We mentioned as long ago as June last year, in our third update of the Periodic Table, that the conversation surrounding AI and Privacy had already gained serious momentum.
Today, it seems that that momentum is unstoppable:
Dec 2019: The European Commission’s new president, Ursula von der Leyen, pledges GDPR-style legislation to govern the “human and ethical” implications of personal data in AI applications
Dec 2019: The UK’s ICO releases a first draft of regulatory guidance on the use of AI, particularly demanding that clear explanations of how decisions made are made available
World Economic Forum, Davos, Jan 2020: Salesforce calls for a national US privacy law for personal data and Satya Nadella asserts that data and privacy be considered a human rights under “data dignity” – both of which reflected privacy being a major theme at Davos, second only to climate change.
The conversation has now reached critical mass. These are some of the most notable industry bodies and regulators, plus some of the most powerful technology leaders on the planet – some speaking from arguably the most influential global platform at Davos – all encouraging business and regulators to reach the same conclusion and act more responsibly.
Clearly, the need for tighter links between privacy and AI is more than industry wishful thinking or empty philosophising. It’s a real and tangible need even a requirement. But rather like much of the conversation threads revolving around AI, the businesses we talk to find that there is plenty of discussion and debate about how to make AI projects privacy-sensitive, but little practical guidance for how to achieve it.
This is because most businesses we encounter are searching for the wrong – and arguably an impossible – solution. They are considering rolling out AI projects, and looking for how to make their pre-ordained plan adhere to data privacy and ethics. But retrofitting privacy into data-driven projects is almost impossible to do without either curtailing the projects’ performance and restricting its value, or without only achieving partial privacy adherence. Instead, they should be looking for how to create a privacy-centric business and data culture, and then consider what applications – AI or otherwise – they can apply on top.
“Businesses are thinking about it the wrong way around: “I want to implement AI, so I had better ensure my AI project adheres to my privacy obligations.”
Instead, they should think of it as:
“I have obligations to ensure continuous adherence to data privacy requirements. If this is achieved, I then give myself and the business the confidence to roll out an AI project – and potentially many more data-driven initiatives.”

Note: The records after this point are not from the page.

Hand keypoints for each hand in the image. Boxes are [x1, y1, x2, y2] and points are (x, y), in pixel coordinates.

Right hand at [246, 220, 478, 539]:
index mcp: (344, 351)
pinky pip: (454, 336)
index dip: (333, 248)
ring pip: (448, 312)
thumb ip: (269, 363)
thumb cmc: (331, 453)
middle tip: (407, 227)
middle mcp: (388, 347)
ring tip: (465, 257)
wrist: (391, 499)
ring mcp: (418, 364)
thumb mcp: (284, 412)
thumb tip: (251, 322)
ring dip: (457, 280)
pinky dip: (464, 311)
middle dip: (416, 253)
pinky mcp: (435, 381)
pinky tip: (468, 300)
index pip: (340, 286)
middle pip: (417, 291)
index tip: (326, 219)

The answer to the above is Privacy by Design.
Privacy by Design is a strategic approach that requires any interaction with personal data to be performed with data protection and privacy in mind at every step. Such initiatives give businesses the most granular understanding and control of their data. Far more so than generic data governance programmes.

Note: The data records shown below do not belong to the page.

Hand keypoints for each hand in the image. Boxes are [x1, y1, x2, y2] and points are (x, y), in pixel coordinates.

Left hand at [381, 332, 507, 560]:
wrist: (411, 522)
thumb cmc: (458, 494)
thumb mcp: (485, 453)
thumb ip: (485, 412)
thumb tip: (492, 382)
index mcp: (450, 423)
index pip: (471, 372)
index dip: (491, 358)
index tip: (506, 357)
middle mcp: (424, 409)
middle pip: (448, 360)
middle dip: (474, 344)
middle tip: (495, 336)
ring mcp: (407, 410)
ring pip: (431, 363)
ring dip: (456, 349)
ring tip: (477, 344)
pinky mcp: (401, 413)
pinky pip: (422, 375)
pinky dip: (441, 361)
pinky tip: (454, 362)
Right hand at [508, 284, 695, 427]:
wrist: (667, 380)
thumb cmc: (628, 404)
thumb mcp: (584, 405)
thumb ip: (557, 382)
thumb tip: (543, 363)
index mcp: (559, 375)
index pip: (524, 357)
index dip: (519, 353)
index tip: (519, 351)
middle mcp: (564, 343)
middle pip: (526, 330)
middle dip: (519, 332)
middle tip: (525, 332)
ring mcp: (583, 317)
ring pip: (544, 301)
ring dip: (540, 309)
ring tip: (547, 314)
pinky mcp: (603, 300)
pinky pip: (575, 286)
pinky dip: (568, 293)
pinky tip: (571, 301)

And the finite control that Privacy by Design offers brings enormous possibilities. Because your data becomes so well structured, so visible, with such oversight, and with such a firm ethical and regulatory grounding, you can be totally confident in your authority to use it and overlay almost any application you choose for whatever end is deemed necessary for your business.
For many, those applications will sit in the analytics, insights and automation camps. Others will have determined that their business objective warrants the use of machine learning (you can discover whether it really does with the help of this guide on Finding the right use case for AI).
Whatever the initiative or necessary technology, by implementing Privacy by Design in advance, you will have addressed one of the key concerns in the debates above: the legal legitimacy and ethical basis of whether the data you hold can be put to the automated and intelligent use you have in mind.